Teledermatology: Facilitating rapid diagnosis without patient travel
by Jessica Herráiz, February 17, 2021
If we are sure of one thing a year after the beginning of the pandemic, it is that COVID-19 has rapidly accelerated the implementation of different technology models that, in certain clinical specialties, had been in development for years, but were only being implemented slowly.
That is the situation of Teledermatology (TD), which has played a greater role during the pandemic, in spite of not being new, and having shown good results over the past few years. This is affirmed by different articles like “Teledermatology in the time of pandemic: The before, the during, and the after.” This article confirms that TD has increased more in acceptance and use over the past two months of COVID-19 lockdown than over the past twenty years.

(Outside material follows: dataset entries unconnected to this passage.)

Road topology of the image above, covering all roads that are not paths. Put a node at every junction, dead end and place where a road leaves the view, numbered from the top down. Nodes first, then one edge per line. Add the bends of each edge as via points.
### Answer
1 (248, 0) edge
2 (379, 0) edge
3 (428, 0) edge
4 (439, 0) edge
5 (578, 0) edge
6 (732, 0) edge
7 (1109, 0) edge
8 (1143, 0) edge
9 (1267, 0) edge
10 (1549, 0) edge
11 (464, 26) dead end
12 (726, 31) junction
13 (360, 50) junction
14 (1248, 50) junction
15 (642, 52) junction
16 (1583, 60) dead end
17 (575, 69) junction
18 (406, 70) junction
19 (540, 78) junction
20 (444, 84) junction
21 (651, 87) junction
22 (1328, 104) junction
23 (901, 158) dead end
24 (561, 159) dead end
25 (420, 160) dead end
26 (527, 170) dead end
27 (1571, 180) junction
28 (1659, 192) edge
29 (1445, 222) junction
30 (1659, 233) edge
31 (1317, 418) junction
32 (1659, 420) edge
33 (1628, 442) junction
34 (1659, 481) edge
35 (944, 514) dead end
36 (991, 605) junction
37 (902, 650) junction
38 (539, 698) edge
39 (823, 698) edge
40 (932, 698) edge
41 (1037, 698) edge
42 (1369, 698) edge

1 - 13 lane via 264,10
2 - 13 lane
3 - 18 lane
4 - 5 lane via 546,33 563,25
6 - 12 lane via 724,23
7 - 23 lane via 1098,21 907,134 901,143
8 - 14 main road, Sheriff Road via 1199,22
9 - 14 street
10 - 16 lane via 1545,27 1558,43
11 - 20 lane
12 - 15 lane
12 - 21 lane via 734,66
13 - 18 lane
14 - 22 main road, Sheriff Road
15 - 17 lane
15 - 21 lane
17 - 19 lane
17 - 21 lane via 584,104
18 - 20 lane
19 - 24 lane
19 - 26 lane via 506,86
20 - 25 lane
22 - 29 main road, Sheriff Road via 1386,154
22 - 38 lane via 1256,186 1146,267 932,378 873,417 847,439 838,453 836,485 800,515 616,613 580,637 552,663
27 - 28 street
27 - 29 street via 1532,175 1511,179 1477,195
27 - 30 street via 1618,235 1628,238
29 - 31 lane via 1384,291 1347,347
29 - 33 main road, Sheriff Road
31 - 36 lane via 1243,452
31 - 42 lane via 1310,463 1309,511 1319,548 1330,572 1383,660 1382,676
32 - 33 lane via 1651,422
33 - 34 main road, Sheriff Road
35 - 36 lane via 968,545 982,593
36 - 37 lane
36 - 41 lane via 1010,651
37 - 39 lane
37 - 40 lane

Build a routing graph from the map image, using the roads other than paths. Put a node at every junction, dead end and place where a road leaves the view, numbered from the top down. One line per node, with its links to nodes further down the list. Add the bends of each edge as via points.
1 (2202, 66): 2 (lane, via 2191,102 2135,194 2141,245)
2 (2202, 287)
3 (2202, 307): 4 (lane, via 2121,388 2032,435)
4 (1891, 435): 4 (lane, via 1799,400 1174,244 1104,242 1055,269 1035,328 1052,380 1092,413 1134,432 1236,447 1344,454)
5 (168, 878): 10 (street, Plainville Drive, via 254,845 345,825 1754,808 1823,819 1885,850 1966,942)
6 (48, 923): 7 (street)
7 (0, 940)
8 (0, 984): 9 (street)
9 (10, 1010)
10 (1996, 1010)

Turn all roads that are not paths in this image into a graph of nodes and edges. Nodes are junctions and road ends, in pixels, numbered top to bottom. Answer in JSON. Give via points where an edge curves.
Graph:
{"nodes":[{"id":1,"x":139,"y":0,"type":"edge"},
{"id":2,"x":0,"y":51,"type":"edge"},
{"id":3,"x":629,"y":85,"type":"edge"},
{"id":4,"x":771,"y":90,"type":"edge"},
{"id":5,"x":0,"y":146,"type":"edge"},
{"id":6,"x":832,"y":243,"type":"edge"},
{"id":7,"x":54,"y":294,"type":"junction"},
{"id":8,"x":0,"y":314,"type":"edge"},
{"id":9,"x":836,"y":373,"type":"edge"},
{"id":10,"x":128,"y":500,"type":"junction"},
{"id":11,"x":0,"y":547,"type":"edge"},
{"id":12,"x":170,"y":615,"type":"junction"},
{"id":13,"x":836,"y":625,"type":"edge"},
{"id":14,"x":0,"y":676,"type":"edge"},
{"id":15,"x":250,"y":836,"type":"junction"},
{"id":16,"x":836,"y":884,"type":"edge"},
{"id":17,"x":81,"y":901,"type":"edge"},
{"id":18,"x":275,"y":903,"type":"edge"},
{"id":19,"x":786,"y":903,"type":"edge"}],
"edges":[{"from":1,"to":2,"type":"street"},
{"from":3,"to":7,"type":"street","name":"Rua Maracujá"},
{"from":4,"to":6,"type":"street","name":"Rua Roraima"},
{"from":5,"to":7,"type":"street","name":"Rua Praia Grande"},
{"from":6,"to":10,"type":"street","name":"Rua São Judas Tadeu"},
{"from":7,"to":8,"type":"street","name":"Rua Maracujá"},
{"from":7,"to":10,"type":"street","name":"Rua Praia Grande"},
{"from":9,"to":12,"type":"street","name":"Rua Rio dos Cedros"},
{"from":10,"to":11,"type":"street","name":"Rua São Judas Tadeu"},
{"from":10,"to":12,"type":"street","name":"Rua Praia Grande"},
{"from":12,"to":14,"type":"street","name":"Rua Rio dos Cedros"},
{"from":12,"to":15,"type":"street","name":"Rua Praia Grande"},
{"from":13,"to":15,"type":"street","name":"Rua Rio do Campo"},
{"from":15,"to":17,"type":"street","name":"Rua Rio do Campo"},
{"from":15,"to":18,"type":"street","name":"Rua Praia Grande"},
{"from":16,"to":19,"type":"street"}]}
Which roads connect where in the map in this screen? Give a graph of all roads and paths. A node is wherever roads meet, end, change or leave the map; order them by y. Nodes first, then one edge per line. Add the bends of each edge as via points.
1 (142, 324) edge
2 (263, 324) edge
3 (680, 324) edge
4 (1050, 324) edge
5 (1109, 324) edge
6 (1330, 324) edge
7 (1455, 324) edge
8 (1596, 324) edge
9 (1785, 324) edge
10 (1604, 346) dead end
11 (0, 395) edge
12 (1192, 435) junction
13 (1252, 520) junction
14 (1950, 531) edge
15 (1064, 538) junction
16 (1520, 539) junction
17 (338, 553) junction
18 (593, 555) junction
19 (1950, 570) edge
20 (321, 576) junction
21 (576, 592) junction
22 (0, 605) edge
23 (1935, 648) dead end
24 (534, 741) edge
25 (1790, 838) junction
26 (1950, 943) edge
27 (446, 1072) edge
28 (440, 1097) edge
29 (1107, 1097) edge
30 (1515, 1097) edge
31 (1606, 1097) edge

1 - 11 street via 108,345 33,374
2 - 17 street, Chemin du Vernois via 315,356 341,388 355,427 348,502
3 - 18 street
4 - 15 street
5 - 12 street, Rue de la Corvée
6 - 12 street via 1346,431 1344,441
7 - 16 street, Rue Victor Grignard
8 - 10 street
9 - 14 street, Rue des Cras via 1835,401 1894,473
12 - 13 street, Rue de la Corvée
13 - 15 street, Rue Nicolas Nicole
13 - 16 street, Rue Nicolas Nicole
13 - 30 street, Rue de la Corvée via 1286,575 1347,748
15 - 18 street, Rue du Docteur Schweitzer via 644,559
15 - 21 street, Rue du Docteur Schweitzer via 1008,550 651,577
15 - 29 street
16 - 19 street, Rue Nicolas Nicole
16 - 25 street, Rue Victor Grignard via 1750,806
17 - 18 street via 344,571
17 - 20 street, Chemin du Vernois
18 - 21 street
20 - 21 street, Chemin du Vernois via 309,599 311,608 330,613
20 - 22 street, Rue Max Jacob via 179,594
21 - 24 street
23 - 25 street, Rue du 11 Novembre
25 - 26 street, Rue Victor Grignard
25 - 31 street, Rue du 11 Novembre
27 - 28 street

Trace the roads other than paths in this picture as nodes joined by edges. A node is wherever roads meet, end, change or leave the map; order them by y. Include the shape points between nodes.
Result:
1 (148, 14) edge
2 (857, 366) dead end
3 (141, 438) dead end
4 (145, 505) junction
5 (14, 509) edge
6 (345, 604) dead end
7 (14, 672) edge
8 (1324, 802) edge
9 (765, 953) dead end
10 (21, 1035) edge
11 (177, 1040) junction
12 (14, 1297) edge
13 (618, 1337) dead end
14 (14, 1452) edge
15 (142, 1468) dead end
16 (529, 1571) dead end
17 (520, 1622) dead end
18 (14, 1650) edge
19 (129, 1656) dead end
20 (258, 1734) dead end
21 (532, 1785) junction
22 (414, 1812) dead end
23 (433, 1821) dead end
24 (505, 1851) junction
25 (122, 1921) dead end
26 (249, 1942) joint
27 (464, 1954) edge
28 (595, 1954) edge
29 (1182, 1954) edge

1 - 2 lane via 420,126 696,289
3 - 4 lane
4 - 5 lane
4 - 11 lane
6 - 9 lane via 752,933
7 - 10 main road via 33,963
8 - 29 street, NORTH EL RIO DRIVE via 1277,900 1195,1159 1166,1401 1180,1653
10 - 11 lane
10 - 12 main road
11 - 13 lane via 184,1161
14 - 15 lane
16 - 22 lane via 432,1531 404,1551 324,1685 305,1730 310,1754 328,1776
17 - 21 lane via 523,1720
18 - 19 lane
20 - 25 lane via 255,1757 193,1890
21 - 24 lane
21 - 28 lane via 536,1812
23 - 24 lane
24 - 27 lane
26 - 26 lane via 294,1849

But what is Teledermatology?
As described by the Healthy Skin Foundation, part of the Spanish Academy of Dermatology and Venereology, Teledermatology is distance dermatology, that is, caring for patients remotely using telecommunications and information technology. This is a model that has an enormous potential in this clinical specialty, thanks to the collection, storage, and transmission of dermatology images, which are key to the diagnosis and follow-up of this type of disease.
As noted by the Healthy Skin Foundation, all this has enabled dermatology to be the first clinical specialty with more developments in telemedicine, which are becoming the support tools allowing the dermatologists rapid access to their patients, improving the diagnostic and treatment processes as well as the ability to prioritize according to the severity of the disease, without the need for carrying out an in-person consultation. In fact, before COVID-19 there were already centers that had managed to carry out 70% of the dermatology consultations through TD, avoiding a hospital visit.
This is not the only impact. Teledermatology is a practical reality that is helping optimize consultations in oncological dermatology, with good satisfaction on the part of the patients. This was demonstrated in a study carried out in the United Kingdom regarding the satisfaction of patients in a Teledermatology service for skin cancer patients where there was a two-week waiting time. This study found that more than 80% of the patients would recommend the services, feeling confident with this model.
Currently, thanks to the most recent advances, Teledermatology offers a broad range of possibilities, going beyond the transmission of patient images to the physician, now also offering the possibility of incorporating symptoms, quality of life, and emotional state of the patient, all aspects of vital importance for adapting treatments and facilitating decision-making. Now it is important to take advantage of the impetus of the COVID-19 pandemic to continue implementing and improving this model, providing more Teledermatology services as complementary support for in-person consultations.